27 April 2006 0141188340 978-0141188348

Described as 'a metaphysical shocker' at the time of its release, Muriel Sparks' The Driver's Seat is a taut psychological thriller, published with an introduction by John Lanchester in Penguin Modern Classics.

Lise has been driven to distraction by working in the same accountants' office for sixteen years. So she leaves everything behind her, transforms herself into a laughing, garishly-dressed temptress and flies abroad on the holiday of a lifetime. But her search for adventure, sex and new experiences takes on a far darker significance as she heads on a journey of self-destruction. Infinity and eternity attend Lise's last terrible day in an unnamed southern city, as she meets her fate.
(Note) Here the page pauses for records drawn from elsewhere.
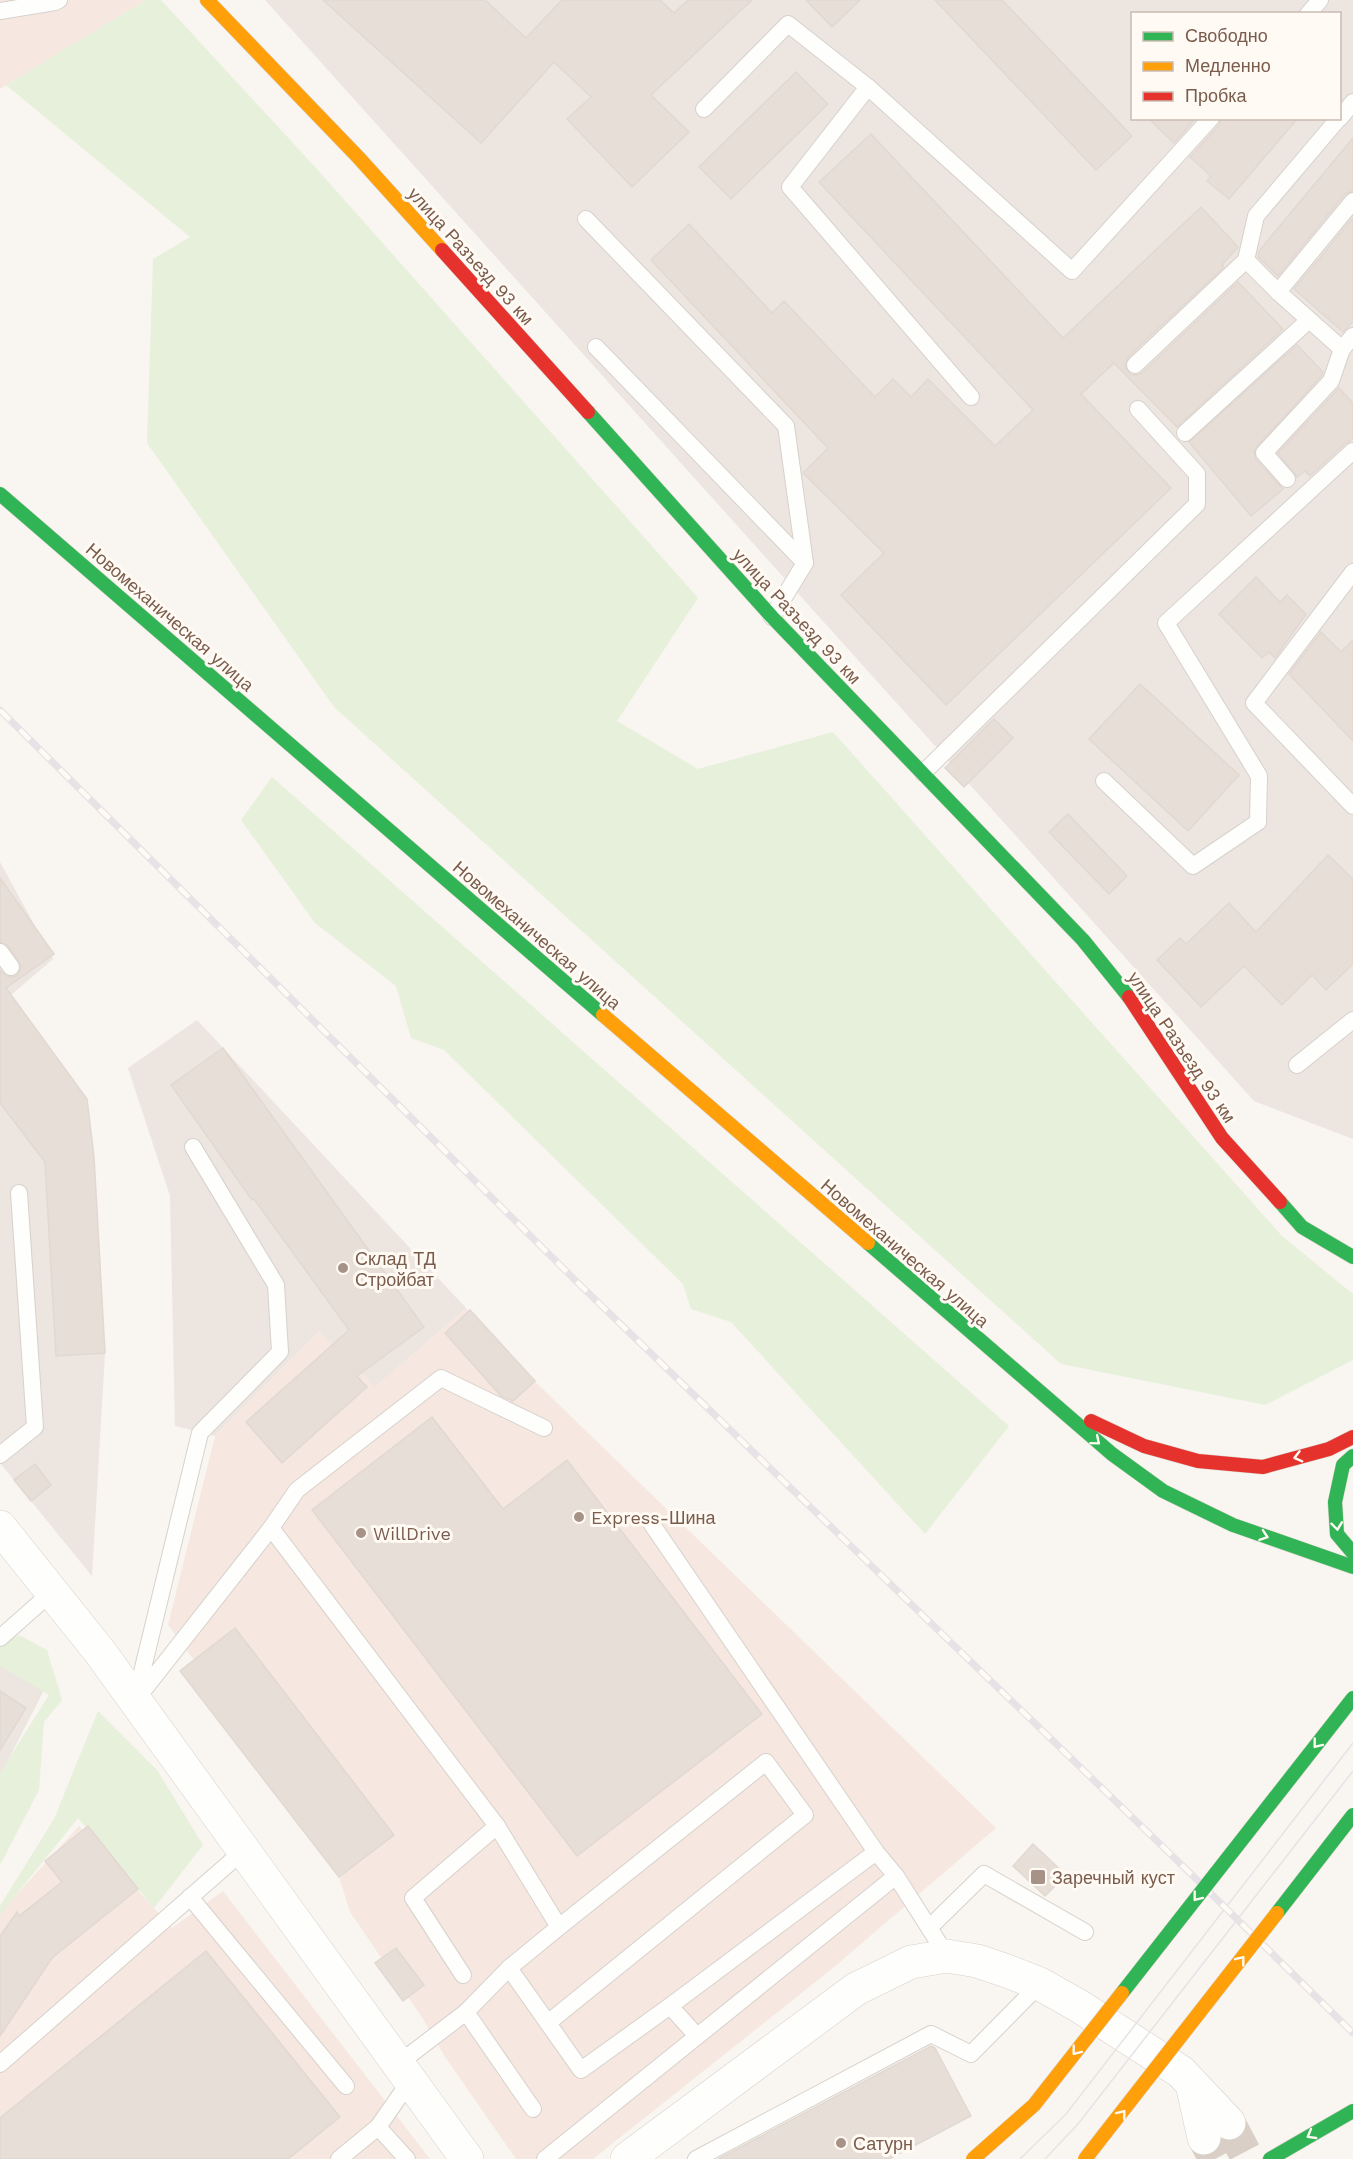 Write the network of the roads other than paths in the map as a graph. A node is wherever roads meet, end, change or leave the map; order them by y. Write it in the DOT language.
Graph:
graph roads {
  1 [pos="59,0"];
  2 [pos="207,0"];
  3 [pos="1320,0"];
  4 [pos="0,10"];
  5 [pos="1310,12"];
  6 [pos="868,87"];
  7 [pos="1353,102"];
  8 [pos="704,110"];
  9 [pos="1341,116"];
  10 [pos="1210,120"];
  11 [pos="1337,120"];
  12 [pos="1353,201"];
  13 [pos="586,219"];
  14 [pos="1246,260"];
  15 [pos="1278,292"];
  16 [pos="1309,320"];
  17 [pos="1347,343"];
  18 [pos="596,347"];
  19 [pos="1135,365"];
  20 [pos="971,397"];
  21 [pos="1138,409"];
  22 [pos="1185,433"];
  23 [pos="1353,451"];
  24 [pos="1287,479"];
  25 [pos="0,494"];
  26 [pos="805,563"];
  27 [pos="1353,572"];
  28 [pos="772,617"];
  29 [pos="923,773"];
  30 [pos="1104,781"];
  31 [pos="1353,806"];
  32 [pos="0,952"];
  33 [pos="11,968"];
  34 [pos="1353,1020"];
  35 [pos="1297,1065"];
  36 [pos="193,1147"];
  37 [pos="19,1193"];
  38 [pos="1353,1257"];
  39 [pos="1051,1404"];
  40 [pos="543,1428"];
  41 [pos="1353,1437"];
  42 [pos="0,1455"];
  43 [pos="1353,1456"];
  44 [pos="651,1523"];
  45 [pos="0,1527"];
  46 [pos="271,1528"];
  47 [pos="1353,1553"];
  48 [pos="1353,1567"];
  49 [pos="52,1592"];
  50 [pos="0,1638"];
  51 [pos="1353,1698"];
  52 [pos="135,1701"];
  53 [pos="1353,1815"];
  54 [pos="497,1826"];
  55 [pos="243,1851"];
  56 [pos="876,1852"];
  57 [pos="896,1876"];
  58 [pos="190,1897"];
  59 [pos="559,1927"];
  60 [pos="929,1928"];
  61 [pos="1085,1932"];
  62 [pos="947,1956"];
  63 [pos="510,1968"];
  64 [pos="463,1975"];
  65 [pos="1040,1984"];
  66 [pos="670,2006"];
  67 [pos="466,2012"];
  68 [pos="549,2022"];
  69 [pos="697,2036"];
  70 [pos="0,2064"];
  71 [pos="404,2072"];
  72 [pos="346,2086"];
  73 [pos="533,2109"];
  74 [pos="1353,2111"];
  75 [pos="378,2127"];
  76 [pos="1216,2130"];
  77 [pos="339,2159"];
  78 [pos="407,2159"];
  79 [pos="467,2159"];
  80 [pos="545,2159"];
  81 [pos="627,2159"];
  82 [pos="696,2159"];
  83 [pos="973,2159"];
  84 [pos="1085,2159"];
  85 [pos="1269,2159"];
  1 -- 4 [label="lane"];
  2 -- 28 [label="main road, улица Разъезд 93 км"];
  3 -- 5 [label="lane"];
  6 -- 8 [label="lane"];
  6 -- 10 [label="lane"];
  6 -- 20 [label="lane"];
  7 -- 9 [label="lane"];
  11 -- 14 [label="lane"];
  12 -- 15 [label="lane"];
  13 -- 26 [label="lane"];
  14 -- 15 [label="lane"];
  14 -- 19 [label="lane"];
  15 -- 16 [label="lane"];
  16 -- 17 [label="lane"];
  16 -- 22 [label="lane"];
  17 -- 24 [label="lane"];
  18 -- 26 [label="lane"];
  21 -- 29 [label="lane"];
  23 -- 30 [label="lane"];
  25 -- 39 [label="main road, Новомеханическая улица"];
  26 -- 28 [label="lane"];
  27 -- 31 [label="lane"];
  28 -- 29 [label="main road, улица Разъезд 93 км"];
  29 -- 38 [label="main road, улица Разъезд 93 км"];
  32 -- 33 [label="lane"];
  34 -- 35 [label="lane"];
  36 -- 52 [label="lane"];
  37 -- 42 [label="lane"];
  41 -- 39 [label="main road, one-way"];
  39 -- 48 [label="main road, Новомеханическая улица, one-way"];
  40 -- 46 [label="lane"];
  43 -- 47 [label="main road, one-way"];
  44 -- 56 [label="lane"];
  45 -- 49 [label="street"];
  46 -- 52 [label="lane"];
  46 -- 54 [label="lane"];
  49 -- 50 [label="lane"];
  49 -- 52 [label="street"];
  51 -- 83 [label="main road, one-way, bridge"];
  52 -- 55 [label="street"];
  84 -- 53 [label="main road, one-way, bridge"];
  54 -- 59 [label="lane"];
  54 -- 64 [label="lane"];
  55 -- 58 [label="lane"];
  55 -- 71 [label="street"];
  56 -- 57 [label="lane"];
  56 -- 66 [label="lane"];
  57 -- 60 [label="lane"];
  57 -- 69 [label="lane"];
  58 -- 70 [label="lane"];
  58 -- 72 [label="lane"];
  59 -- 63 [label="lane"];
  59 -- 68 [label="lane"];
  60 -- 61 [label="lane"];
  60 -- 62 [label="lane"];
  62 -- 65 [label="street"];
  62 -- 81 [label="street"];
  63 -- 67 [label="lane"];
  63 -- 68 [label="lane"];
  65 -- 76 [label="street"];
  65 -- 82 [label="lane"];
  66 -- 68 [label="lane"];
  66 -- 69 [label="lane"];
  67 -- 71 [label="lane"];
  67 -- 73 [label="lane"];
  69 -- 80 [label="lane"];
  71 -- 75 [label="lane"];
  71 -- 79 [label="street"];
  74 -- 85 [label="main road, one-way"];
  75 -- 77 [label="lane"];
  75 -- 78 [label="lane"];
}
One of six novels to be nominated for a 'Lost Man Booker Prize', The Driver's Seat was adapted into a 1974 film, Identikit, starring Elizabeth Taylor.

Muriel Spark (1918 - 2006) wrote poetry, stories, and biographies as well as a remarkable series of novels, including The Prime of Miss Jean Brodie (1961), The Mandelbaum Gate (1965) which received the James Tait Black Prize, and The Public Image (1968) and Loitering with Intent (1981), both of which were shortlisted for the Booker Prize. Spark was awarded the T.S. Eliot Award for poetry in 1992, and the David Cohen Prize for literature in 1997.

If you enjoyed The Driver's Seat, you might like Spark's The Prime of Miss Jean Brodie, also available in Penguin Modern Classics.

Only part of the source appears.